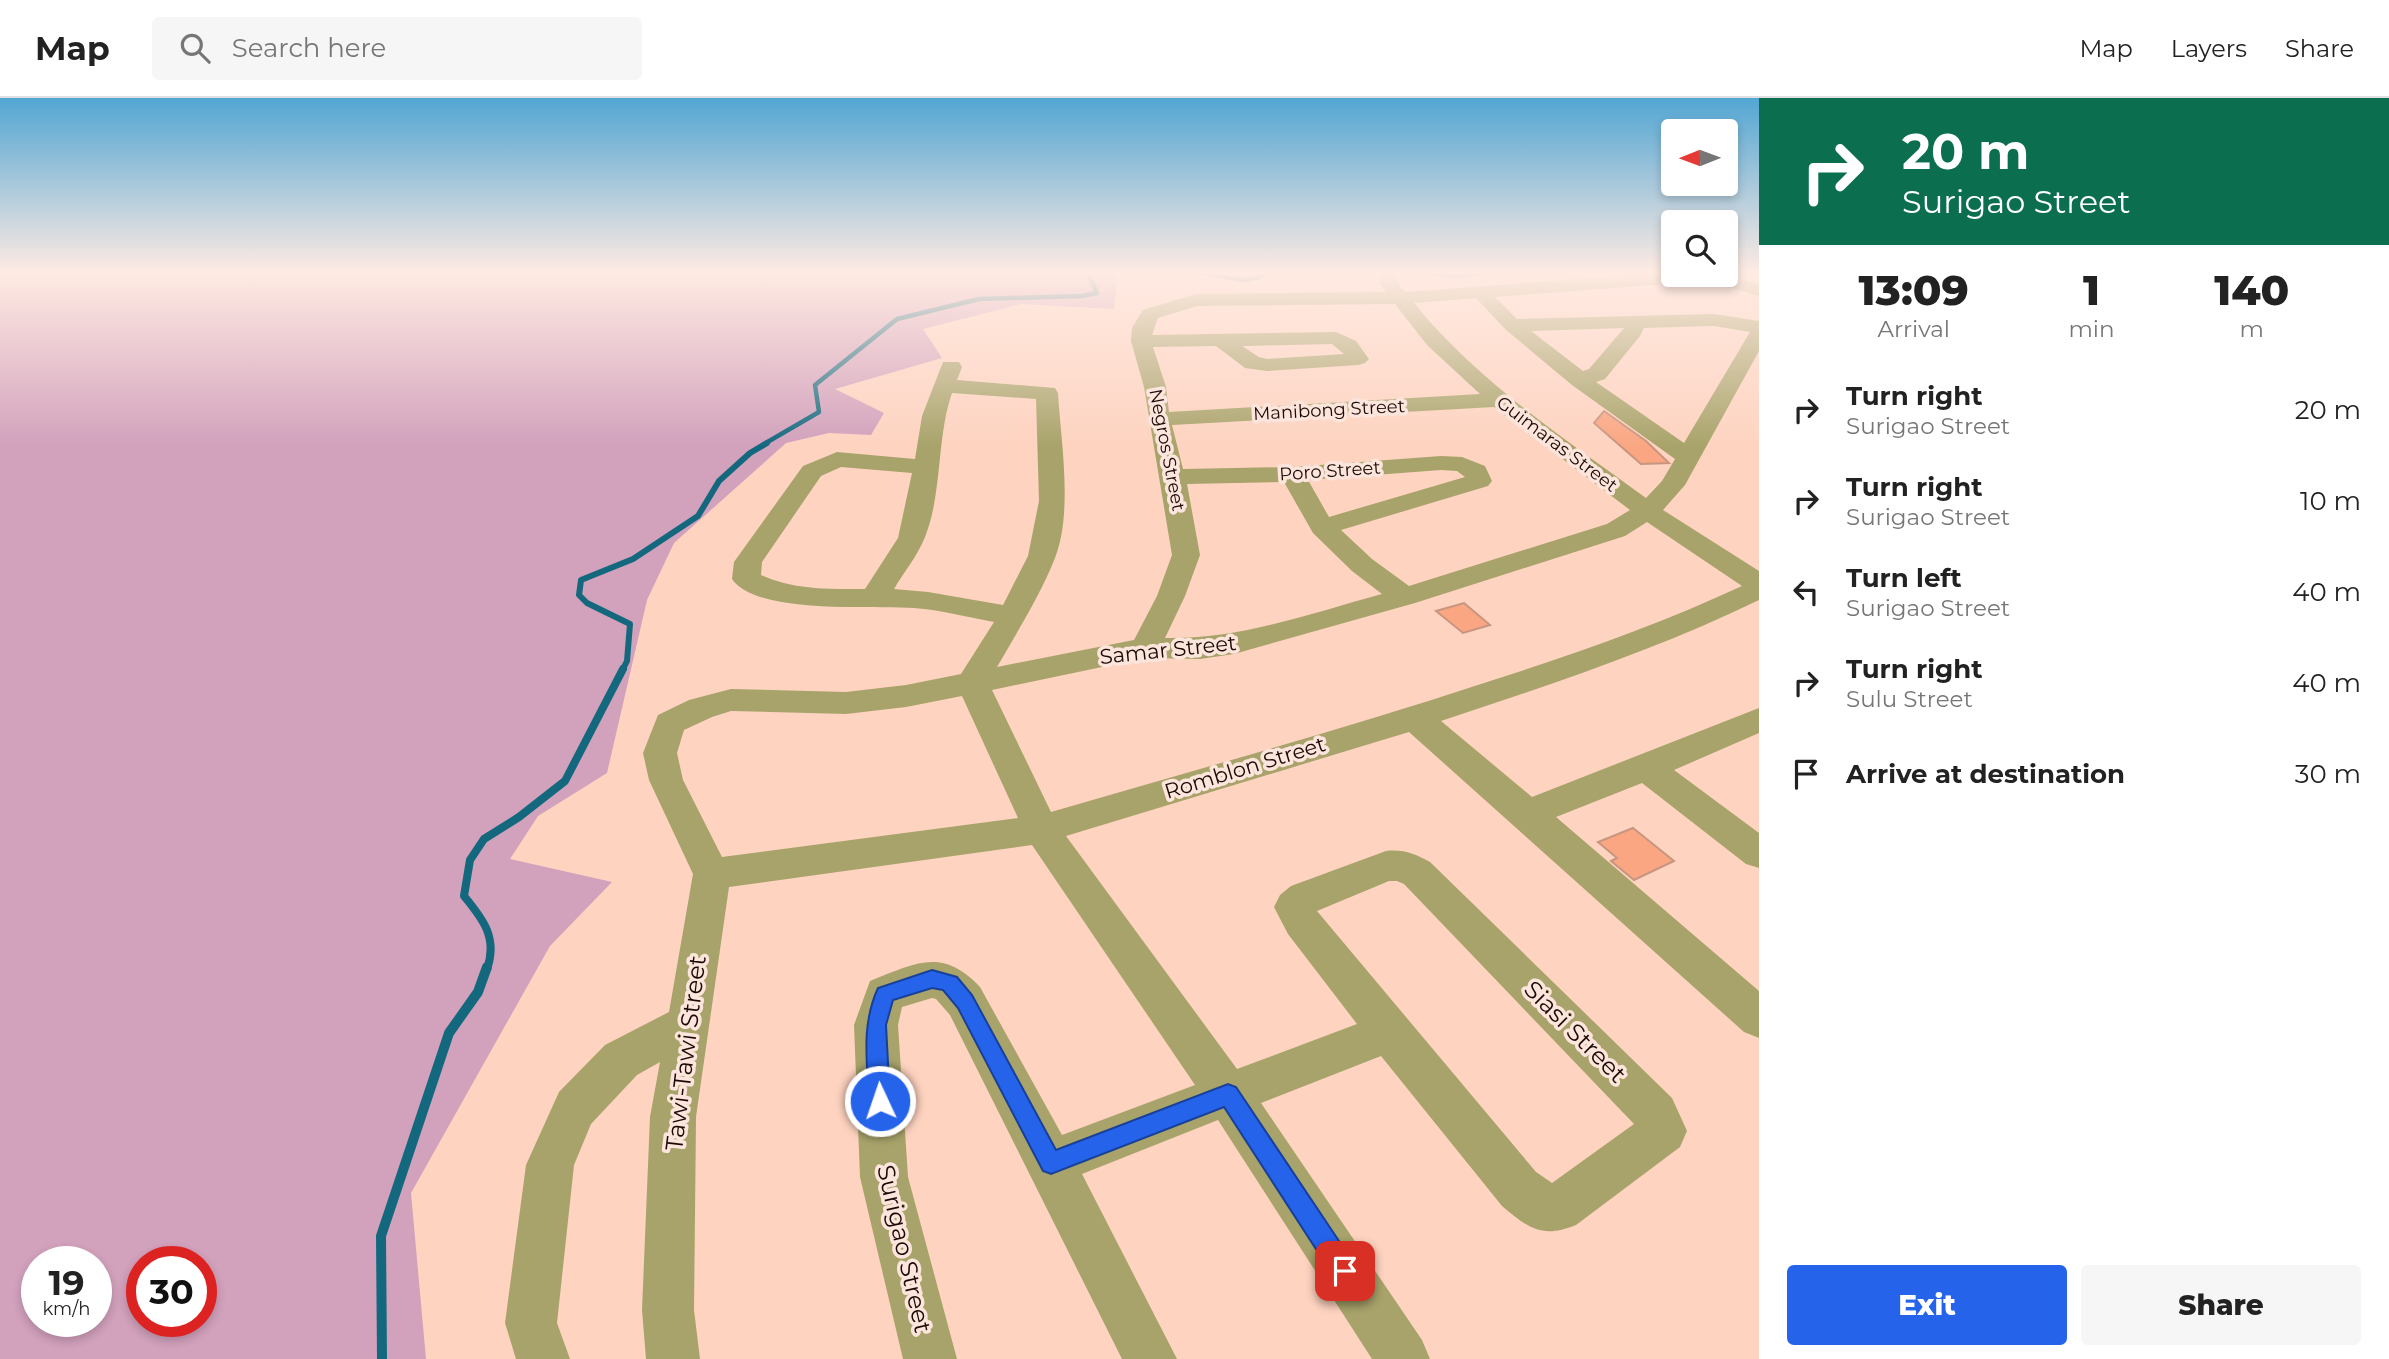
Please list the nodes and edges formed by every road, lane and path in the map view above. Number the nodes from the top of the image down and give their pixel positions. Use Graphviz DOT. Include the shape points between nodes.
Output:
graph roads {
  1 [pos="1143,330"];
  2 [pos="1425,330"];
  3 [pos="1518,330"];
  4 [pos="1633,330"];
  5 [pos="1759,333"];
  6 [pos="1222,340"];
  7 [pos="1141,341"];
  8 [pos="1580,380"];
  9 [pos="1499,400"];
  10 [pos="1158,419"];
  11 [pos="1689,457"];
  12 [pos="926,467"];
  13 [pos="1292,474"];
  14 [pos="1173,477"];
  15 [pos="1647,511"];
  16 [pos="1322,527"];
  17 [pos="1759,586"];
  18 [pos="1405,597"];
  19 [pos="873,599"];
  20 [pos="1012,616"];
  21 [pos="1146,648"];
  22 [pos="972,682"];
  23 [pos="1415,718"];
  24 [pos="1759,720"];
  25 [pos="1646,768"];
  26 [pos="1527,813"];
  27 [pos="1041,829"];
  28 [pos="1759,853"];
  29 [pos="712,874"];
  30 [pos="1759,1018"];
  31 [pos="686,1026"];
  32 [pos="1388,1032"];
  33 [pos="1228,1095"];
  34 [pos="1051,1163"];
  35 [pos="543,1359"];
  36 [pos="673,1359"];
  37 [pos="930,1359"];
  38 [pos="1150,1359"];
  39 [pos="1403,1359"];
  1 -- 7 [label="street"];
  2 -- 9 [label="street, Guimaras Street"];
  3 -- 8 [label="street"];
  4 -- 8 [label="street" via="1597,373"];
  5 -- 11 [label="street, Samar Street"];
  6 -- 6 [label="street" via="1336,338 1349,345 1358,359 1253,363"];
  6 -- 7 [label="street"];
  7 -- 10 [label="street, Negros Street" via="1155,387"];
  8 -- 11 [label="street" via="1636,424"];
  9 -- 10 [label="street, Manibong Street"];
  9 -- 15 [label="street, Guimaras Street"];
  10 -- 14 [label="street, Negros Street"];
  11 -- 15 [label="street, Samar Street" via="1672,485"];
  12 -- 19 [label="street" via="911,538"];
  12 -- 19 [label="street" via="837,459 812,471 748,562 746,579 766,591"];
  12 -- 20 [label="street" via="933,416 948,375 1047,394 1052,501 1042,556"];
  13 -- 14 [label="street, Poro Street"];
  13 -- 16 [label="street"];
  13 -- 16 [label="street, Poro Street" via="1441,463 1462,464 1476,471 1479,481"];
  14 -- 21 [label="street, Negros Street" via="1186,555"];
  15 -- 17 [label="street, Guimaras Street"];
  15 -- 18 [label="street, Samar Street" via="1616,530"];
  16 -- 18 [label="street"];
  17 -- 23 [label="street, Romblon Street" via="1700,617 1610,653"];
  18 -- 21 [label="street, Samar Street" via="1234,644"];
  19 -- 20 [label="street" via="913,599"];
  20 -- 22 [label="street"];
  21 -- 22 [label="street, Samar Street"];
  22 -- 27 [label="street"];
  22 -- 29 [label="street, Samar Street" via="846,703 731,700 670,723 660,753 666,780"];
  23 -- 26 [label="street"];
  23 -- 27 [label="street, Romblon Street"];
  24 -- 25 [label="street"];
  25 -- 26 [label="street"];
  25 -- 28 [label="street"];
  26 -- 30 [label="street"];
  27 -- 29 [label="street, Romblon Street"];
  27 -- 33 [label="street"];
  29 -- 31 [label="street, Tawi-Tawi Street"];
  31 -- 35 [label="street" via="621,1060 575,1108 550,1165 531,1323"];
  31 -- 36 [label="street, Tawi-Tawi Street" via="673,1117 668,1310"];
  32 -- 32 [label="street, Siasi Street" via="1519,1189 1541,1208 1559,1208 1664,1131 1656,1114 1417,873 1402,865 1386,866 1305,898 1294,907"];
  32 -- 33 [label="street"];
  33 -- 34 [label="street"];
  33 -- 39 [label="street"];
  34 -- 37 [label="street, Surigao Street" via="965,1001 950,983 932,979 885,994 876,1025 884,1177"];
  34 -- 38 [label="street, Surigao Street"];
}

▸ **What to produce**
A verbatim copy of every record is to be produced, and pictures are to be excluded from it.

▸ **Exercise result**
Please list the nodes and edges formed by every road, lane and path in the map view above. Number the nodes from the top of the image down and give their pixel positions. Use Graphviz DOT. Include the shape points between nodes.
Output:
graph roads {
  1 [pos="1143,330"];
  2 [pos="1425,330"];
  3 [pos="1518,330"];
  4 [pos="1633,330"];
  5 [pos="1759,333"];
  6 [pos="1222,340"];
  7 [pos="1141,341"];
  8 [pos="1580,380"];
  9 [pos="1499,400"];
  10 [pos="1158,419"];
  11 [pos="1689,457"];
  12 [pos="926,467"];
  13 [pos="1292,474"];
  14 [pos="1173,477"];
  15 [pos="1647,511"];
  16 [pos="1322,527"];
  17 [pos="1759,586"];
  18 [pos="1405,597"];
  19 [pos="873,599"];
  20 [pos="1012,616"];
  21 [pos="1146,648"];
  22 [pos="972,682"];
  23 [pos="1415,718"];
  24 [pos="1759,720"];
  25 [pos="1646,768"];
  26 [pos="1527,813"];
  27 [pos="1041,829"];
  28 [pos="1759,853"];
  29 [pos="712,874"];
  30 [pos="1759,1018"];
  31 [pos="686,1026"];
  32 [pos="1388,1032"];
  33 [pos="1228,1095"];
  34 [pos="1051,1163"];
  35 [pos="543,1359"];
  36 [pos="673,1359"];
  37 [pos="930,1359"];
  38 [pos="1150,1359"];
  39 [pos="1403,1359"];
  1 -- 7 [label="street"];
  2 -- 9 [label="street, Guimaras Street"];
  3 -- 8 [label="street"];
  4 -- 8 [label="street" via="1597,373"];
  5 -- 11 [label="street, Samar Street"];
  6 -- 6 [label="street" via="1336,338 1349,345 1358,359 1253,363"];
  6 -- 7 [label="street"];
  7 -- 10 [label="street, Negros Street" via="1155,387"];
  8 -- 11 [label="street" via="1636,424"];
  9 -- 10 [label="street, Manibong Street"];
  9 -- 15 [label="street, Guimaras Street"];
  10 -- 14 [label="street, Negros Street"];
  11 -- 15 [label="street, Samar Street" via="1672,485"];
  12 -- 19 [label="street" via="911,538"];
  12 -- 19 [label="street" via="837,459 812,471 748,562 746,579 766,591"];
  12 -- 20 [label="street" via="933,416 948,375 1047,394 1052,501 1042,556"];
  13 -- 14 [label="street, Poro Street"];
  13 -- 16 [label="street"];
  13 -- 16 [label="street, Poro Street" via="1441,463 1462,464 1476,471 1479,481"];
  14 -- 21 [label="street, Negros Street" via="1186,555"];
  15 -- 17 [label="street, Guimaras Street"];
  15 -- 18 [label="street, Samar Street" via="1616,530"];
  16 -- 18 [label="street"];
  17 -- 23 [label="street, Romblon Street" via="1700,617 1610,653"];
  18 -- 21 [label="street, Samar Street" via="1234,644"];
  19 -- 20 [label="street" via="913,599"];
  20 -- 22 [label="street"];
  21 -- 22 [label="street, Samar Street"];
  22 -- 27 [label="street"];
  22 -- 29 [label="street, Samar Street" via="846,703 731,700 670,723 660,753 666,780"];
  23 -- 26 [label="street"];
  23 -- 27 [label="street, Romblon Street"];
  24 -- 25 [label="street"];
  25 -- 26 [label="street"];
  25 -- 28 [label="street"];
  26 -- 30 [label="street"];
  27 -- 29 [label="street, Romblon Street"];
  27 -- 33 [label="street"];
  29 -- 31 [label="street, Tawi-Tawi Street"];
  31 -- 35 [label="street" via="621,1060 575,1108 550,1165 531,1323"];
  31 -- 36 [label="street, Tawi-Tawi Street" via="673,1117 668,1310"];
  32 -- 32 [label="street, Siasi Street" via="1519,1189 1541,1208 1559,1208 1664,1131 1656,1114 1417,873 1402,865 1386,866 1305,898 1294,907"];
  32 -- 33 [label="street"];
  33 -- 34 [label="street"];
  33 -- 39 [label="street"];
  34 -- 37 [label="street, Surigao Street" via="965,1001 950,983 932,979 885,994 876,1025 884,1177"];
  34 -- 38 [label="street, Surigao Street"];
}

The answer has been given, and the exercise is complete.